All of the entries must be duplicated exactly.
BEGIN RECORDED DATA
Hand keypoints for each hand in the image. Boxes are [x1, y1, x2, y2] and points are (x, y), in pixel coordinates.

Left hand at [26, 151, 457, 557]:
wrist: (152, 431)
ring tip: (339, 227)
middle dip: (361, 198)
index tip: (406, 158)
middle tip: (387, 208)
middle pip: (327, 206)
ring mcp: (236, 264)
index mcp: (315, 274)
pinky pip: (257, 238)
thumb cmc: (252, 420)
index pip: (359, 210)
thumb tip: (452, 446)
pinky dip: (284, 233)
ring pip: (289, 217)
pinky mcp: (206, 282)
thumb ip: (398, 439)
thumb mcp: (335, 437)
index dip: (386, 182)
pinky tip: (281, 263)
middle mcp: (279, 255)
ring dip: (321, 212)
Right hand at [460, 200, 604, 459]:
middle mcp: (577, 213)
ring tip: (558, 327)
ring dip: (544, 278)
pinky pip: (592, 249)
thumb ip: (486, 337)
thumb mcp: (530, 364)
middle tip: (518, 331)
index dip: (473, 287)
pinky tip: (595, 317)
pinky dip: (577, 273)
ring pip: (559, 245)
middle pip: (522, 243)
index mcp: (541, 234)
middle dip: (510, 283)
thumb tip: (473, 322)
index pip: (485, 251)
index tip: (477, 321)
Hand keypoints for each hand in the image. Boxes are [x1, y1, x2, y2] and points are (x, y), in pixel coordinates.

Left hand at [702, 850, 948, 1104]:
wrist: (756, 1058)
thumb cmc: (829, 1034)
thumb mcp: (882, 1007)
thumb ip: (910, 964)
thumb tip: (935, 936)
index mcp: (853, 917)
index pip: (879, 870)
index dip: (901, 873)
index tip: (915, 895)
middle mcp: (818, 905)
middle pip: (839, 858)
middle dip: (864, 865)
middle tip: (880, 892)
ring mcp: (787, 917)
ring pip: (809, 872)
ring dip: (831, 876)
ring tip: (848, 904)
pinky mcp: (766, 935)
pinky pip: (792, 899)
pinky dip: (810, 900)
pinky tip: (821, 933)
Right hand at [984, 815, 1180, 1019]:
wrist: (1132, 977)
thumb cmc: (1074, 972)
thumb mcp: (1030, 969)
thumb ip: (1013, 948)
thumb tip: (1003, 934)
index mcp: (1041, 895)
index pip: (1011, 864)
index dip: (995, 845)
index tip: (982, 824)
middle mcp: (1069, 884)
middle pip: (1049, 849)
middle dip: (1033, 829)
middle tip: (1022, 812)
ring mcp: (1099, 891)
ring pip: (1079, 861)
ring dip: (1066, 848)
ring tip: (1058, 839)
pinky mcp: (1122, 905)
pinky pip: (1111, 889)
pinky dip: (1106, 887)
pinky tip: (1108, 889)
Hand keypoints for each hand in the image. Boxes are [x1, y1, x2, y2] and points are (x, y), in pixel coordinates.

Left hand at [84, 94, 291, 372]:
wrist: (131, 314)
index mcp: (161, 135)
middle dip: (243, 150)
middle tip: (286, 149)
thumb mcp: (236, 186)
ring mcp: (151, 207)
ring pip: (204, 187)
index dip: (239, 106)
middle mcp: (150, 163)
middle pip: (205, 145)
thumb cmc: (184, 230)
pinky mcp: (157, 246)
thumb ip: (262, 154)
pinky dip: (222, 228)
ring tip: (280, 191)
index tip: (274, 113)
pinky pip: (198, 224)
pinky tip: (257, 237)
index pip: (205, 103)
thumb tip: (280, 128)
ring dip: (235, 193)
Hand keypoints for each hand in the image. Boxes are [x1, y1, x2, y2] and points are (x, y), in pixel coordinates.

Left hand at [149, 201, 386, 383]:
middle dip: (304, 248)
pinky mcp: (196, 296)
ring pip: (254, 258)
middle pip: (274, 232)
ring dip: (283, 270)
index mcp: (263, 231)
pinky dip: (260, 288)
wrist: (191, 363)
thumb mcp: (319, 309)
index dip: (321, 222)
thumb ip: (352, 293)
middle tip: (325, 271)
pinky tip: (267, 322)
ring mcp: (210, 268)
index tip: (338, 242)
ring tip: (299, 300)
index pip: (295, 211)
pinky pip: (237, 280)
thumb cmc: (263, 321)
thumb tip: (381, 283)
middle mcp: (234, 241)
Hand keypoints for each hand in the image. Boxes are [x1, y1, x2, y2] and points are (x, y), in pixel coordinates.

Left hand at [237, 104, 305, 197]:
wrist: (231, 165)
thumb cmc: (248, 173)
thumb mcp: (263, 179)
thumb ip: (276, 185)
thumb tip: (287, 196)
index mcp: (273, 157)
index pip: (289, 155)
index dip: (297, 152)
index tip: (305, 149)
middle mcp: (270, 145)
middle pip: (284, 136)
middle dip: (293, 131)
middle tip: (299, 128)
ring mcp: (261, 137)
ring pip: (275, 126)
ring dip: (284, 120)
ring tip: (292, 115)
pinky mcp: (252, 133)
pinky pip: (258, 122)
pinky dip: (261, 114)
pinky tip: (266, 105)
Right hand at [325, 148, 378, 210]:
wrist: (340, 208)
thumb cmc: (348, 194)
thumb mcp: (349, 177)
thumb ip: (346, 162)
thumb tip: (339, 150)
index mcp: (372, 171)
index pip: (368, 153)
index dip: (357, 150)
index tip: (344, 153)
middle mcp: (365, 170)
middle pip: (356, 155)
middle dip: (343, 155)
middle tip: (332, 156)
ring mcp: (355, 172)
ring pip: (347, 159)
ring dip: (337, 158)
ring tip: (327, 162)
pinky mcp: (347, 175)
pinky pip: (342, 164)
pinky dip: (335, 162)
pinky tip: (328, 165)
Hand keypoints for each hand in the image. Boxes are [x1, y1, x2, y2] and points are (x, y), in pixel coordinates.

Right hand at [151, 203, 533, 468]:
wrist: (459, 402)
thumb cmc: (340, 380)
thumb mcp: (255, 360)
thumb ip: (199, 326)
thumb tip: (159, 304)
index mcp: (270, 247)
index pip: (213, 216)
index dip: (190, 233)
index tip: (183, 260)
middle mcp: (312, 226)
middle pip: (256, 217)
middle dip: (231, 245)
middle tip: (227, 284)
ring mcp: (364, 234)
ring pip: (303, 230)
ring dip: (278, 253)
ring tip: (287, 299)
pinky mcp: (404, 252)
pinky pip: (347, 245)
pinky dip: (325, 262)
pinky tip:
END RECORDED DATA
RESULT OF THIS EXERCISE ->
Hand keypoints for each hand in the image. Boxes are [x1, y1, x2, y2] and points are (x, y), in pixel coordinates.

Left hand at [26, 151, 457, 557]:
wrist: (152, 431)
ring tip: (339, 227)
middle dip: (361, 198)
index tip: (406, 158)
middle tip: (387, 208)
middle pip: (327, 206)
ring mcp: (236, 264)
index mcp: (315, 274)
pinky pip: (257, 238)
thumb cmc: (252, 420)
index pip: (359, 210)
thumb tip: (452, 446)
pinky dip: (284, 233)
ring pip: (289, 217)
pinky mcp: (206, 282)
thumb ip: (398, 439)
thumb mcp: (335, 437)
index dip: (386, 182)
pinky tip: (281, 263)
middle mcp: (279, 255)
ring dip: (321, 212)
Right hand at [460, 200, 604, 459]:
middle mcp: (577, 213)
ring tip: (558, 327)
ring dip: (544, 278)
pinky pip: (592, 249)
thumb ip: (486, 337)
thumb mcp: (530, 364)
middle tip: (518, 331)
index dip: (473, 287)
pinky tip: (595, 317)
pinky dip: (577, 273)
ring pip: (559, 245)
middle pip: (522, 243)
index mcp: (541, 234)
middle dip: (510, 283)
thumb tip: (473, 322)
index pip: (485, 251)
index tip: (477, 321)
Hand keypoints for each hand in the image. Boxes are [x1, y1, x2, y2] and points are (x, y), in pixel coordinates.

Left hand at [702, 850, 948, 1104]:
wrist: (756, 1058)
thumb cmc: (829, 1034)
thumb mcp: (882, 1007)
thumb ip: (910, 964)
thumb tip: (935, 936)
index mcp: (853, 917)
index pip: (879, 870)
index dip: (901, 873)
index tip: (915, 895)
middle mcp: (818, 905)
middle pip: (839, 858)
middle dip: (864, 865)
middle tip: (880, 892)
ring mcp: (787, 917)
ring pip: (809, 872)
ring dip: (831, 876)
ring tip: (848, 904)
pinky mcp: (766, 935)
pinky pip: (792, 899)
pinky dip: (810, 900)
pinky tip: (821, 933)
Right hand at [984, 815, 1180, 1019]:
wrist: (1132, 977)
thumb cmc: (1074, 972)
thumb mcp: (1030, 969)
thumb ip: (1013, 948)
thumb tip: (1003, 934)
index mcp: (1041, 895)
index pip: (1011, 864)
index dip: (995, 845)
index tip: (982, 824)
middle mcp: (1069, 884)
middle pip: (1049, 849)
middle dip: (1033, 829)
middle tip: (1022, 812)
ring mcp: (1099, 891)
ring pip: (1079, 861)
ring dip: (1066, 848)
ring tip: (1058, 839)
pinky mcp: (1122, 905)
pinky pip: (1111, 889)
pinky dip: (1106, 887)
pinky tip: (1108, 889)
Hand keypoints for each hand in the image. Boxes are [x1, y1, x2, y2] and points are (x, y), in pixel coordinates.

Left hand at [84, 94, 291, 372]:
wrist: (131, 314)
index mcp: (161, 135)
middle dip: (243, 150)
middle tip: (286, 149)
thumb mcp: (236, 186)
ring mcp: (151, 207)
ring pip: (204, 187)
index dip: (239, 106)
middle mcp: (150, 163)
middle pip: (205, 145)
thumb cmc: (184, 230)
pinky mcp: (157, 246)
thumb ip: (262, 154)
pinky dip: (222, 228)
ring tip: (280, 191)
index tip: (274, 113)
pinky pip: (198, 224)
pinky tip: (257, 237)
index pip: (205, 103)
thumb tip: (280, 128)
ring dip: (235, 193)
Hand keypoints for each hand in the image. Boxes are [x1, y1, x2, y2] and points are (x, y), in pixel coordinates.

Left hand at [149, 201, 386, 383]:
middle dip: (304, 248)
pinky mcp: (196, 296)
ring pip: (254, 258)
middle pip: (274, 232)
ring dip: (283, 270)
index mcp: (263, 231)
pinky dip: (260, 288)
wrist: (191, 363)
thumb mcp: (319, 309)
index dip: (321, 222)
thumb ip: (352, 293)
middle tip: (325, 271)
pinky tip: (267, 322)
ring mcp: (210, 268)
index tip: (338, 242)
ring tip: (299, 300)
index pip: (295, 211)
pinky pip: (237, 280)
thumb cmc: (263, 321)
thumb tip: (381, 283)
middle mcp: (234, 241)
Hand keypoints for each hand in the image. Boxes are [x1, y1, x2, y2] and points are (x, y), in pixel coordinates.

Left hand at [237, 104, 305, 197]:
wrist: (231, 165)
thumb cmc: (248, 173)
thumb mcp: (263, 179)
thumb ip: (276, 185)
thumb tip: (287, 196)
index mcp: (273, 157)
index pip: (289, 155)
index dip: (297, 152)
index tip: (305, 149)
middle mcp: (270, 145)
middle pip: (284, 136)
middle dip: (293, 131)
middle tip: (299, 128)
ring mcp: (261, 137)
ring pip: (275, 126)
ring dip: (284, 120)
ring tip: (292, 115)
pinky mcp: (252, 133)
pinky pip: (258, 122)
pinky dip: (261, 114)
pinky tip: (266, 105)
Right hand at [325, 148, 378, 210]:
wrist: (340, 208)
thumb cmc: (348, 194)
thumb mcp: (349, 177)
thumb ip: (346, 162)
thumb tip: (339, 150)
index mcp: (372, 171)
index pip: (368, 153)
index dip: (357, 150)
index tip: (344, 153)
middle mcp: (365, 170)
middle pip: (356, 155)
middle dip: (343, 155)
middle tip: (332, 156)
ring mcp: (355, 172)
ring pip: (347, 159)
ring dip: (337, 158)
ring tip: (327, 162)
pinky mcp: (347, 175)
pinky pip: (342, 164)
pinky dip: (335, 162)
pinky tip: (328, 165)
Hand keypoints for each hand in the image. Boxes are [x1, y1, x2, y2] and points are (x, y), in pixel coordinates.

Right hand at [151, 203, 533, 468]:
wrist: (459, 402)
thumb cmc: (340, 380)
thumb mcp: (255, 360)
thumb ip: (199, 326)
thumb tip: (159, 304)
index mcp: (270, 247)
index pip: (213, 216)
index dip: (190, 233)
index tip: (183, 260)
middle mcp: (312, 226)
middle pip: (256, 217)
middle dip: (231, 245)
middle tip: (227, 284)
ring mcp: (364, 234)
ring pip: (303, 230)
ring dip: (278, 253)
ring tip: (287, 299)
pinky mcp: (404, 252)
pinky pip: (347, 245)
pinky dip: (325, 262)
pinky tip:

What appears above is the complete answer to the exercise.